Les compagnies d’assurances et les sociétés de pompes funèbres proposent des contrats assurances qui permettent de financer ses obsèques. On trouve trois types de contrats différents.
Pourquoi souscrire une assurance ?
Les frais de décès peuvent atteindre rapidement 4 000 euros pour une incinération et 7 000 euros pour un enterrement. Dans la plupart des cas, ce sont les proches qui payent.
Il existe pourtant une alternative : l’assurance obsèques et ses trois types de contrats :
- le contrat de prévoyance ;
- le contrat d’épargne ;
- le contrat prévoyant l’organisation des obsèques.
Les contrats de prévoyance
Ce contrat permet de garantir le versement d’un capital au moment du décès.
L’assuré verse une cotisation dont le montant varie selon l’âge au moment de la souscription.
En principe, ce type de contrat ne nécessite pas de remplir un questionnaire médical. En revanche, il existe une limite d’âge comprise entre 75 et 85 ans selon les compagnies d’assurance.
Les contrats d’épargne
L’assuré verse en une seule fois (à la souscription) une somme censée couvrir tous les frais. Cette somme sera revalorisée chaque année jusqu’au décès selon les engagements du contrat.
Ce contrat est accessible à tous et sans limite d’âge.
Pour souscrire une assurance obsèques, il est conseillé de s'acquitter de la cotisation en une seule fois. C'est la solution la plus économique si l'on dispose de la somme nécessaire.
Les contrats prévoyant l’organisation des obsèques
Les contrats de prévoyance funéraire vous permettent de prendre, de votre vivant, toutes les dispositions nécessaires pour vos obsèques.
Ils garantissent le versement d’un capital dont le bénéficiaire est un opérateur funéraire habilité. Ce dernier garantit le financement des obsèques et le respect des volontés du souscripteur.
Les contrats obsèques peuvent être financés de plusieurs façons, selon votre rythme, en versements réguliers ou en versement unique.
Il paraît judicieux de confier le contrôle de la bonne exécution du contrat à une personne proche.

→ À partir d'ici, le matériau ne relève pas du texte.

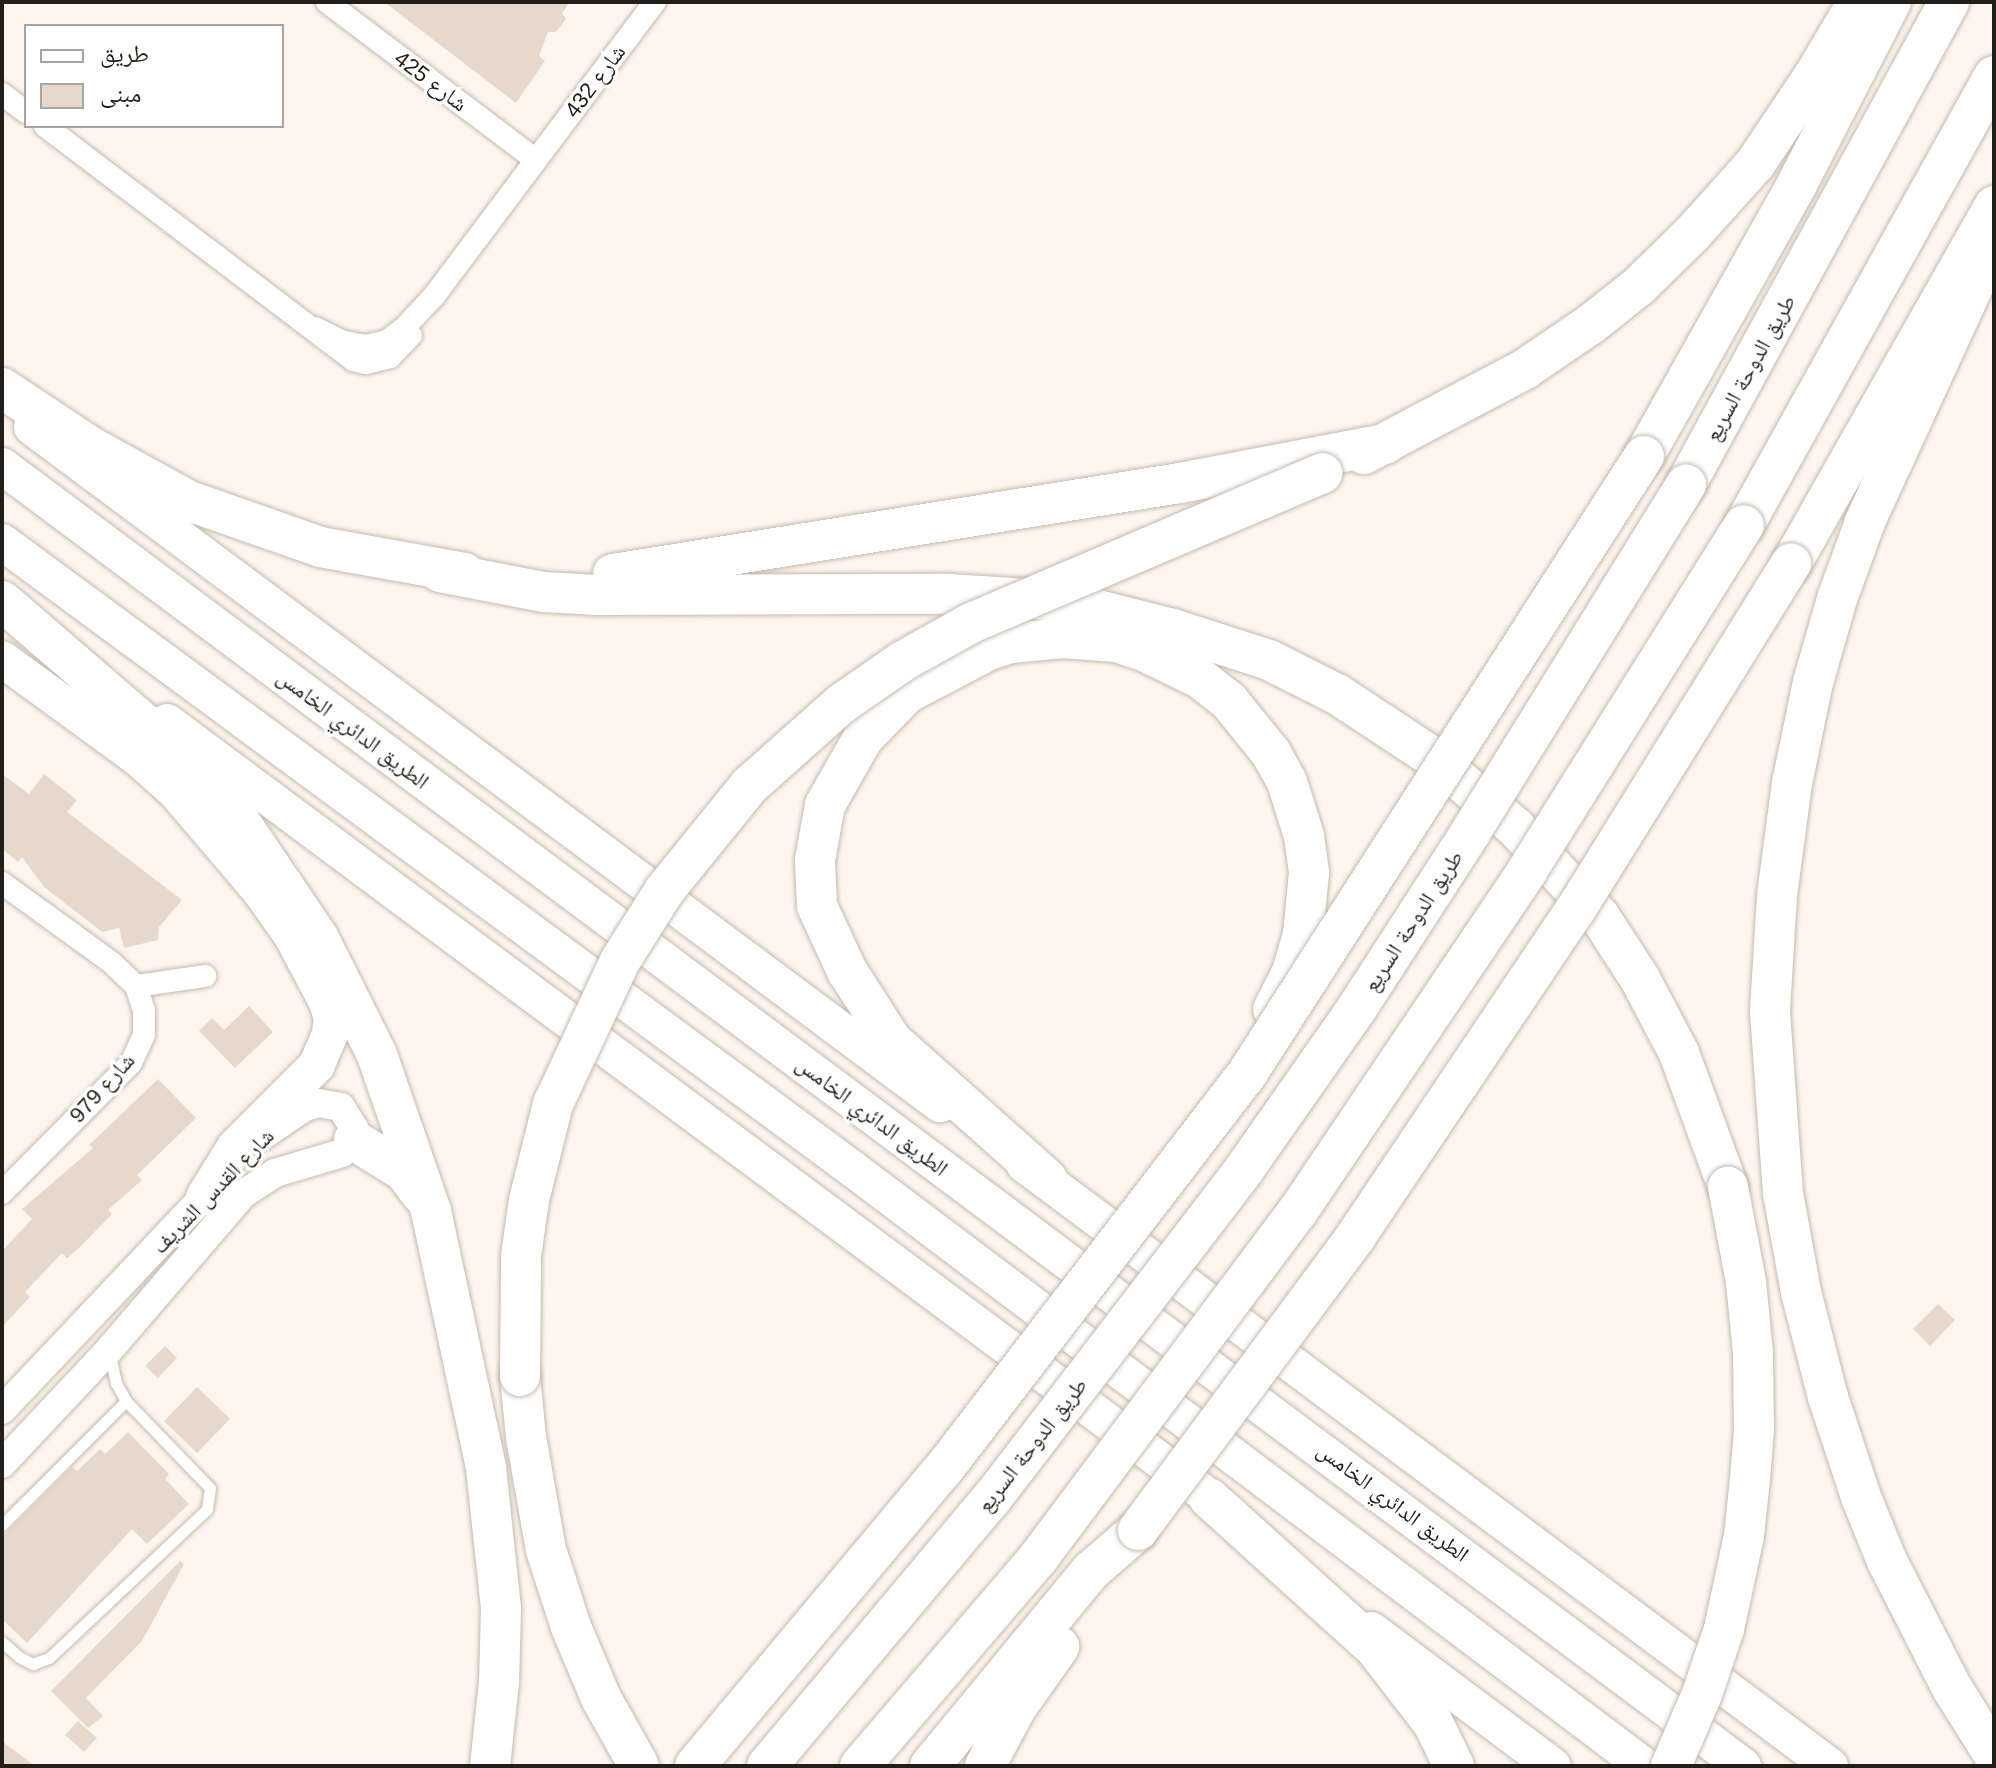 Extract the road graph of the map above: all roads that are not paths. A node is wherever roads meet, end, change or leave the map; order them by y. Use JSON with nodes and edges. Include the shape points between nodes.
{"nodes":[{"id":1,"x":327,"y":2,"type":"edge"},
{"id":2,"x":655,"y":2,"type":"edge"},
{"id":3,"x":1858,"y":2,"type":"edge"},
{"id":4,"x":1891,"y":2,"type":"edge"},
{"id":5,"x":1949,"y":2,"type":"edge"},
{"id":6,"x":1994,"y":76,"type":"edge"},
{"id":7,"x":2,"y":94,"type":"edge"},
{"id":8,"x":24,"y":110,"type":"edge"},
{"id":9,"x":48,"y":128,"type":"edge"},
{"id":10,"x":536,"y":160,"type":"junction"},
{"id":11,"x":1994,"y":206,"type":"edge"},
{"id":12,"x":1994,"y":241,"type":"edge"},
{"id":13,"x":2,"y":388,"type":"edge"},
{"id":14,"x":2,"y":404,"type":"edge"},
{"id":15,"x":1385,"y":444,"type":"junction"},
{"id":16,"x":2,"y":466,"type":"edge"},
{"id":17,"x":2,"y":542,"type":"edge"},
{"id":18,"x":440,"y":572,"type":"junction"},
{"id":19,"x":2,"y":600,"type":"edge"},
{"id":20,"x":2,"y":659,"type":"edge"},
{"id":21,"x":2,"y":883,"type":"edge"},
{"id":22,"x":205,"y":976,"type":"dead end"},
{"id":23,"x":136,"y":986,"type":"junction"},
{"id":24,"x":354,"y":1140,"type":"junction"},
{"id":25,"x":1186,"y":1157,"type":"junction"},
{"id":26,"x":1047,"y":1179,"type":"junction"},
{"id":27,"x":2,"y":1193,"type":"edge"},
{"id":28,"x":204,"y":1197,"type":"junction"},
{"id":29,"x":431,"y":1211,"type":"junction"},
{"id":30,"x":109,"y":1350,"type":"junction"},
{"id":31,"x":126,"y":1401,"type":"junction"},
{"id":32,"x":2,"y":1410,"type":"edge"},
{"id":33,"x":2,"y":1464,"type":"edge"},
{"id":34,"x":1209,"y":1498,"type":"junction"},
{"id":35,"x":2,"y":1525,"type":"edge"},
{"id":36,"x":1138,"y":1530,"type":"junction"},
{"id":37,"x":2,"y":1642,"type":"edge"},
{"id":38,"x":1994,"y":1755,"type":"edge"},
{"id":39,"x":490,"y":1766,"type":"edge"},
{"id":40,"x":639,"y":1766,"type":"edge"},
{"id":41,"x":695,"y":1766,"type":"edge"},
{"id":42,"x":767,"y":1766,"type":"edge"},
{"id":43,"x":860,"y":1766,"type":"edge"},
{"id":44,"x":930,"y":1766,"type":"edge"},
{"id":45,"x":985,"y":1766,"type":"edge"},
{"id":46,"x":1454,"y":1766,"type":"edge"},
{"id":47,"x":1553,"y":1766,"type":"edge"},
{"id":48,"x":1644,"y":1766,"type":"edge"},
{"id":49,"x":1671,"y":1766,"type":"edge"},
{"id":50,"x":1743,"y":1766,"type":"edge"},
{"id":51,"x":1830,"y":1766,"type":"edge"}],
"edges":[{"from":1,"to":10,"type":"street","name":"شارع 425"},
{"from":2,"to":10,"type":"street","name":"شارع 432"},
{"from":3,"to":15,"type":"highway","via":[[1755,164],[1693,233],[1615,305],[1525,369]]},
{"from":4,"to":25,"type":"highway","bridge":true,"via":[[1797,184],[1644,456],[1245,1077]]},
{"from":5,"to":42,"type":"highway","name":"طريق الدوحة السريع","bridge":true,"via":[[1686,484],[1357,1008],[1243,1171],[993,1497]]},
{"from":6,"to":43,"type":"highway","bridge":true,"via":[[1744,525],[1527,871],[1298,1211],[1039,1557]]},
{"from":7,"to":8,"type":"street"},
{"from":9,"to":10,"type":"street","name":"شارع 432","via":[[353,360],[378,362],[401,349]]},
{"from":11,"to":36,"type":"highway","bridge":true,"via":[[1791,564],[1576,909],[1356,1236]]},
{"from":12,"to":38,"type":"highway","via":[[1865,522],[1837,599],[1792,783],[1777,896],[1770,1012],[1783,1193],[1813,1337],[1856,1483],[1887,1561],[1952,1688]]},
{"from":13,"to":18,"type":"highway","via":[[91,447],[189,501],[320,547]]},
{"from":14,"to":26,"type":"highway","via":[[694,923]]},
{"from":15,"to":18,"type":"highway","via":[[641,572],[545,579]]},
{"from":15,"to":40,"type":"highway","bridge":true,"via":[[971,623],[903,661],[841,704],[749,786],[695,849],[627,949],[553,1104],[521,1256],[520,1376],[546,1550],[601,1698]]},
{"from":16,"to":50,"type":"highway","name":"الطريق الدائري الخامس"},
{"from":17,"to":48,"type":"highway","via":[[842,1161]]},
{"from":18,"to":49,"type":"highway","bridge":true,"via":[[493,585],[583,595],[949,594],[1062,601],[1269,660],[1337,694],[1431,756],[1515,827],[1600,917],[1679,1053],[1728,1187],[1746,1282],[1754,1429],[1744,1536],[1724,1629]]},
{"from":19,"to":29,"type":"highway","via":[[190,763],[232,810],[318,937],[350,995],[377,1055]]},
{"from":19,"to":34,"type":"highway"},
{"from":20,"to":28,"type":"highway","via":[[176,792],[261,892],[327,1002],[330,1034],[317,1065],[235,1147]]},
{"from":21,"to":23,"type":"street"},
{"from":22,"to":23,"type":"street"},
{"from":23,"to":27,"type":"street","name":"شارع 979","via":[[144,1035],[131,1063]]},
{"from":24,"to":28,"type":"street","name":"شارع القدس الشريف","via":[[350,1117],[341,1107],[330,1102],[305,1107],[258,1139]]},
{"from":24,"to":29,"type":"highway","via":[[405,1172]]},
{"from":24,"to":30,"type":"street","name":"شارع القدس الشريف","via":[[333,1158],[275,1173],[243,1194]]},
{"from":25,"to":26,"type":"highway","bridge":true,"via":[[1292,972],[1303,934],[1309,873],[1287,782],[1250,726],[1201,679],[1116,642],[1063,638],[1011,643],[935,676],[885,713],[863,738],[837,781],[818,831],[817,906],[847,971],[892,1041]]},
{"from":25,"to":41,"type":"highway","bridge":true,"via":[[946,1466]]},
{"from":26,"to":51,"type":"highway"},
{"from":28,"to":32,"type":"street","name":"شارع القدس الشريف"},
{"from":29,"to":39,"type":"highway","via":[[486,1468],[501,1608]]},
{"from":30,"to":31,"type":"lane"},
{"from":30,"to":33,"type":"street","name":"شارع القدس الشريف"},
{"from":31,"to":35,"type":"lane"},
{"from":31,"to":37,"type":"lane","via":[[210,1488],[207,1509],[49,1658],[33,1664]]},
{"from":34,"to":46,"type":"highway","via":[[1375,1648],[1433,1723]]},
{"from":34,"to":47,"type":"highway","via":[[1389,1645]]},
{"from":36,"to":44,"type":"highway","via":[[1091,1571]]},
{"from":36,"to":45,"type":"highway","via":[[1107,1583],[1016,1708]]}]}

Il est possible que le capital garanti ne suffise pas, malgré sa revalorisation annuelle, à couvrir tous les frais. Le contrat peut prévoir que les prestations souhaitées seront bien prises en compte quel qu’en soit le coût ou bien que les héritiers soient dans l’obligation de payer le complément sous peine de réduction des prestations.
Le troisième type de contrat doit bien être lu « entre les lignes ». Très souvent, l'augmentation des prix de la société de pompes funèbres (chaque année) n’est pas prise en compte. Si bien qu'il est possible, au moment des obsèques, que le capital disponible ne soit plus suffisant.
L’association française d'information funéraire propose informations et conseils sur son site.